__INSTRUCTIONS TO FOLLOW__:
Set down every entry exactly as it was written.
━━━━━ INPUT FOR THIS TASK
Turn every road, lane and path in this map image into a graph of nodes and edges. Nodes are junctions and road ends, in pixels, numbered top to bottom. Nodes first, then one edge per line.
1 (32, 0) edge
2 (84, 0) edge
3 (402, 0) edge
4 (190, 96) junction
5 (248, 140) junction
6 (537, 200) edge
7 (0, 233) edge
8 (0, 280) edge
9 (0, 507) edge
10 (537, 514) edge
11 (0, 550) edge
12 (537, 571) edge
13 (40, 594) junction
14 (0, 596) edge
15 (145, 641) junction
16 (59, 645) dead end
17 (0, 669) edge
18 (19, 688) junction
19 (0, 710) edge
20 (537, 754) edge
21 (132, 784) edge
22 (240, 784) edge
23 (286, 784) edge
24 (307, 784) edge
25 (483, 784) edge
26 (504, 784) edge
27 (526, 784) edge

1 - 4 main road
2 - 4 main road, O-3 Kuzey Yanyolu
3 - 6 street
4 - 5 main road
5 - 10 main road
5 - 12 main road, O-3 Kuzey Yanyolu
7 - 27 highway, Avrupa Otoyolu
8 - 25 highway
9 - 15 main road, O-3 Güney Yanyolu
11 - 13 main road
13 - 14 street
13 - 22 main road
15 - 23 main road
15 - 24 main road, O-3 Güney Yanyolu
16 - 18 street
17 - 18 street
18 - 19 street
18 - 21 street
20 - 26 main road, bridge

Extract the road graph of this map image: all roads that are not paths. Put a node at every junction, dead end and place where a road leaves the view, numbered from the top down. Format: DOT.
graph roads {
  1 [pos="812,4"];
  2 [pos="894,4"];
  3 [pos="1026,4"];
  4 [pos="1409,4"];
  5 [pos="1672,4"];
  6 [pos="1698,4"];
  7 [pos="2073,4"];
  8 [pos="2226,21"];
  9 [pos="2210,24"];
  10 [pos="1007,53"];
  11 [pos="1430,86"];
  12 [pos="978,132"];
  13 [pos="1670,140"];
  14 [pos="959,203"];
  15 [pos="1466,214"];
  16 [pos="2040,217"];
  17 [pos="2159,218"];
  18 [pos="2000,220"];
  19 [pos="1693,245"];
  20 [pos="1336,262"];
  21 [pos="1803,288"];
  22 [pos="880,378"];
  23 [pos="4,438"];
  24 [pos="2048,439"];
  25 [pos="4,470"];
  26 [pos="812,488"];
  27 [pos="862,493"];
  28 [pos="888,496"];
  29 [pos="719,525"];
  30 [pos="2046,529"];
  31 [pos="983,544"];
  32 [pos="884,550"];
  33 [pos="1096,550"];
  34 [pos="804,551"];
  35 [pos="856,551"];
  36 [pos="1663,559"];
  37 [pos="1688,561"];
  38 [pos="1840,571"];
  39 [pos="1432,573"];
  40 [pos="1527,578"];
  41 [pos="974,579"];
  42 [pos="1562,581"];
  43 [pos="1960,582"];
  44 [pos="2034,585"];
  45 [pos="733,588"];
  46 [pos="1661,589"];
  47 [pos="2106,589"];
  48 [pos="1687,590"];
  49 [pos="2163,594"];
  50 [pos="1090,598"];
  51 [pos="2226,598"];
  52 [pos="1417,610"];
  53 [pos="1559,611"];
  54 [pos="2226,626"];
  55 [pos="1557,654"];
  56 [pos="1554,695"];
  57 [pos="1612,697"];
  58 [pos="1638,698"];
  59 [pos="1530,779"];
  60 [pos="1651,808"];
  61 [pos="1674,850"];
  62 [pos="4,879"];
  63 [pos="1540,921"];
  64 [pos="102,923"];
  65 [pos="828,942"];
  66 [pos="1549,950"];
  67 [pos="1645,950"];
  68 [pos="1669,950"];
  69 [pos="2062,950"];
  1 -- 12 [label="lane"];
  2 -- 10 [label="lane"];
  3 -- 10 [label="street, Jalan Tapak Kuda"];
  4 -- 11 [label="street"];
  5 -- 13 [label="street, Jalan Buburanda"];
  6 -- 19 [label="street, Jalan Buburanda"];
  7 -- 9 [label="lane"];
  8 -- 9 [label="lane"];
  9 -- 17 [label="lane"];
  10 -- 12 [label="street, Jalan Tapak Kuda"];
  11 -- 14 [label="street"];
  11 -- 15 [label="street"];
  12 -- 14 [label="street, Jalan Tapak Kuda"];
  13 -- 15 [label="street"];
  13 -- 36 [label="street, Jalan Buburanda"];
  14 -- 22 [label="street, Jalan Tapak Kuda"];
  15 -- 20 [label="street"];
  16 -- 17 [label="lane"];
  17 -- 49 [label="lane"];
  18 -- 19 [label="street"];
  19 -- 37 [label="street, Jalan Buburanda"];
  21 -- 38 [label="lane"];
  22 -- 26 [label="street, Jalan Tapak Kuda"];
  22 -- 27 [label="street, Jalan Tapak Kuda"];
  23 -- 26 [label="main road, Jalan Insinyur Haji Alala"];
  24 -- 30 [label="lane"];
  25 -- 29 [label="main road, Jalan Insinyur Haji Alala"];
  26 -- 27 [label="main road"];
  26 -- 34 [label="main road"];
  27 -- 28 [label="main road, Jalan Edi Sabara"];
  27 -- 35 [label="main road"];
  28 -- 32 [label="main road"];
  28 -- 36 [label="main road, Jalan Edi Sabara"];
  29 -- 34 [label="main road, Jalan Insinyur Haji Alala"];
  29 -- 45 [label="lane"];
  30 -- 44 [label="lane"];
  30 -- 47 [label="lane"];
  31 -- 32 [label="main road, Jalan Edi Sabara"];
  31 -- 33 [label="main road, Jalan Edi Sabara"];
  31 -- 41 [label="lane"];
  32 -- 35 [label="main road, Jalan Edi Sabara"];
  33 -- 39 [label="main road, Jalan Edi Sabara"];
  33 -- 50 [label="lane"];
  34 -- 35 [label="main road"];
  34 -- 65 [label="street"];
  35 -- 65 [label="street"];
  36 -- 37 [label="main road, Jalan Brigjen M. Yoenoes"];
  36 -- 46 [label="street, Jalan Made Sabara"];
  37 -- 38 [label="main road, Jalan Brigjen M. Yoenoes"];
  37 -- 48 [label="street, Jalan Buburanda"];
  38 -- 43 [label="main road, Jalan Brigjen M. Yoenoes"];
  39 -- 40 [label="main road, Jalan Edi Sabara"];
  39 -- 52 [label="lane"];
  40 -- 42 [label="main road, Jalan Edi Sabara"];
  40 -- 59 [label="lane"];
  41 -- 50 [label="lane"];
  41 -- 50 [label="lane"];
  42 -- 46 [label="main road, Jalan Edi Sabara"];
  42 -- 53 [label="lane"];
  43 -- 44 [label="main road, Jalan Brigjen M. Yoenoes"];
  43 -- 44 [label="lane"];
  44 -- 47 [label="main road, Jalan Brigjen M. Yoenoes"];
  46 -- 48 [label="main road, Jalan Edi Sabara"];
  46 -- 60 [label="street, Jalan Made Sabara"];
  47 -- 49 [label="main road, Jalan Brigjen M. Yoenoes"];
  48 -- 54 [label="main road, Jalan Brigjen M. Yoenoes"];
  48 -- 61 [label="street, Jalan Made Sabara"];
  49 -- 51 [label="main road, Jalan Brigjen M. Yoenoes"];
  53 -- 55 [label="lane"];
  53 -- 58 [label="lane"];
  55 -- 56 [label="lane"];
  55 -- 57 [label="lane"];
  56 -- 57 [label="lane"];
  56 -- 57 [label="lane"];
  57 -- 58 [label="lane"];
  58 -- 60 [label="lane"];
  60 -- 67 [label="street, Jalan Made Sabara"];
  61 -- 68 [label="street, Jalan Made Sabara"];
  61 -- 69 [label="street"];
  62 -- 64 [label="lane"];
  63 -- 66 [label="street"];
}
━━━━━━━━━━
__ANSWER SECTION__:
Turn every road, lane and path in this map image into a graph of nodes and edges. Nodes are junctions and road ends, in pixels, numbered top to bottom. Nodes first, then one edge per line.
1 (32, 0) edge
2 (84, 0) edge
3 (402, 0) edge
4 (190, 96) junction
5 (248, 140) junction
6 (537, 200) edge
7 (0, 233) edge
8 (0, 280) edge
9 (0, 507) edge
10 (537, 514) edge
11 (0, 550) edge
12 (537, 571) edge
13 (40, 594) junction
14 (0, 596) edge
15 (145, 641) junction
16 (59, 645) dead end
17 (0, 669) edge
18 (19, 688) junction
19 (0, 710) edge
20 (537, 754) edge
21 (132, 784) edge
22 (240, 784) edge
23 (286, 784) edge
24 (307, 784) edge
25 (483, 784) edge
26 (504, 784) edge
27 (526, 784) edge

1 - 4 main road
2 - 4 main road, O-3 Kuzey Yanyolu
3 - 6 street
4 - 5 main road
5 - 10 main road
5 - 12 main road, O-3 Kuzey Yanyolu
7 - 27 highway, Avrupa Otoyolu
8 - 25 highway
9 - 15 main road, O-3 Güney Yanyolu
11 - 13 main road
13 - 14 street
13 - 22 main road
15 - 23 main road
15 - 24 main road, O-3 Güney Yanyolu
16 - 18 street
17 - 18 street
18 - 19 street
18 - 21 street
20 - 26 main road, bridge

Extract the road graph of this map image: all roads that are not paths. Put a node at every junction, dead end and place where a road leaves the view, numbered from the top down. Format: DOT.
graph roads {
  1 [pos="812,4"];
  2 [pos="894,4"];
  3 [pos="1026,4"];
  4 [pos="1409,4"];
  5 [pos="1672,4"];
  6 [pos="1698,4"];
  7 [pos="2073,4"];
  8 [pos="2226,21"];
  9 [pos="2210,24"];
  10 [pos="1007,53"];
  11 [pos="1430,86"];
  12 [pos="978,132"];
  13 [pos="1670,140"];
  14 [pos="959,203"];
  15 [pos="1466,214"];
  16 [pos="2040,217"];
  17 [pos="2159,218"];
  18 [pos="2000,220"];
  19 [pos="1693,245"];
  20 [pos="1336,262"];
  21 [pos="1803,288"];
  22 [pos="880,378"];
  23 [pos="4,438"];
  24 [pos="2048,439"];
  25 [pos="4,470"];
  26 [pos="812,488"];
  27 [pos="862,493"];
  28 [pos="888,496"];
  29 [pos="719,525"];
  30 [pos="2046,529"];
  31 [pos="983,544"];
  32 [pos="884,550"];
  33 [pos="1096,550"];
  34 [pos="804,551"];
  35 [pos="856,551"];
  36 [pos="1663,559"];
  37 [pos="1688,561"];
  38 [pos="1840,571"];
  39 [pos="1432,573"];
  40 [pos="1527,578"];
  41 [pos="974,579"];
  42 [pos="1562,581"];
  43 [pos="1960,582"];
  44 [pos="2034,585"];
  45 [pos="733,588"];
  46 [pos="1661,589"];
  47 [pos="2106,589"];
  48 [pos="1687,590"];
  49 [pos="2163,594"];
  50 [pos="1090,598"];
  51 [pos="2226,598"];
  52 [pos="1417,610"];
  53 [pos="1559,611"];
  54 [pos="2226,626"];
  55 [pos="1557,654"];
  56 [pos="1554,695"];
  57 [pos="1612,697"];
  58 [pos="1638,698"];
  59 [pos="1530,779"];
  60 [pos="1651,808"];
  61 [pos="1674,850"];
  62 [pos="4,879"];
  63 [pos="1540,921"];
  64 [pos="102,923"];
  65 [pos="828,942"];
  66 [pos="1549,950"];
  67 [pos="1645,950"];
  68 [pos="1669,950"];
  69 [pos="2062,950"];
  1 -- 12 [label="lane"];
  2 -- 10 [label="lane"];
  3 -- 10 [label="street, Jalan Tapak Kuda"];
  4 -- 11 [label="street"];
  5 -- 13 [label="street, Jalan Buburanda"];
  6 -- 19 [label="street, Jalan Buburanda"];
  7 -- 9 [label="lane"];
  8 -- 9 [label="lane"];
  9 -- 17 [label="lane"];
  10 -- 12 [label="street, Jalan Tapak Kuda"];
  11 -- 14 [label="street"];
  11 -- 15 [label="street"];
  12 -- 14 [label="street, Jalan Tapak Kuda"];
  13 -- 15 [label="street"];
  13 -- 36 [label="street, Jalan Buburanda"];
  14 -- 22 [label="street, Jalan Tapak Kuda"];
  15 -- 20 [label="street"];
  16 -- 17 [label="lane"];
  17 -- 49 [label="lane"];
  18 -- 19 [label="street"];
  19 -- 37 [label="street, Jalan Buburanda"];
  21 -- 38 [label="lane"];
  22 -- 26 [label="street, Jalan Tapak Kuda"];
  22 -- 27 [label="street, Jalan Tapak Kuda"];
  23 -- 26 [label="main road, Jalan Insinyur Haji Alala"];
  24 -- 30 [label="lane"];
  25 -- 29 [label="main road, Jalan Insinyur Haji Alala"];
  26 -- 27 [label="main road"];
  26 -- 34 [label="main road"];
  27 -- 28 [label="main road, Jalan Edi Sabara"];
  27 -- 35 [label="main road"];
  28 -- 32 [label="main road"];
  28 -- 36 [label="main road, Jalan Edi Sabara"];
  29 -- 34 [label="main road, Jalan Insinyur Haji Alala"];
  29 -- 45 [label="lane"];
  30 -- 44 [label="lane"];
  30 -- 47 [label="lane"];
  31 -- 32 [label="main road, Jalan Edi Sabara"];
  31 -- 33 [label="main road, Jalan Edi Sabara"];
  31 -- 41 [label="lane"];
  32 -- 35 [label="main road, Jalan Edi Sabara"];
  33 -- 39 [label="main road, Jalan Edi Sabara"];
  33 -- 50 [label="lane"];
  34 -- 35 [label="main road"];
  34 -- 65 [label="street"];
  35 -- 65 [label="street"];
  36 -- 37 [label="main road, Jalan Brigjen M. Yoenoes"];
  36 -- 46 [label="street, Jalan Made Sabara"];
  37 -- 38 [label="main road, Jalan Brigjen M. Yoenoes"];
  37 -- 48 [label="street, Jalan Buburanda"];
  38 -- 43 [label="main road, Jalan Brigjen M. Yoenoes"];
  39 -- 40 [label="main road, Jalan Edi Sabara"];
  39 -- 52 [label="lane"];
  40 -- 42 [label="main road, Jalan Edi Sabara"];
  40 -- 59 [label="lane"];
  41 -- 50 [label="lane"];
  41 -- 50 [label="lane"];
  42 -- 46 [label="main road, Jalan Edi Sabara"];
  42 -- 53 [label="lane"];
  43 -- 44 [label="main road, Jalan Brigjen M. Yoenoes"];
  43 -- 44 [label="lane"];
  44 -- 47 [label="main road, Jalan Brigjen M. Yoenoes"];
  46 -- 48 [label="main road, Jalan Edi Sabara"];
  46 -- 60 [label="street, Jalan Made Sabara"];
  47 -- 49 [label="main road, Jalan Brigjen M. Yoenoes"];
  48 -- 54 [label="main road, Jalan Brigjen M. Yoenoes"];
  48 -- 61 [label="street, Jalan Made Sabara"];
  49 -- 51 [label="main road, Jalan Brigjen M. Yoenoes"];
  53 -- 55 [label="lane"];
  53 -- 58 [label="lane"];
  55 -- 56 [label="lane"];
  55 -- 57 [label="lane"];
  56 -- 57 [label="lane"];
  56 -- 57 [label="lane"];
  57 -- 58 [label="lane"];
  58 -- 60 [label="lane"];
  60 -- 67 [label="street, Jalan Made Sabara"];
  61 -- 68 [label="street, Jalan Made Sabara"];
  61 -- 69 [label="street"];
  62 -- 64 [label="lane"];
  63 -- 66 [label="street"];
}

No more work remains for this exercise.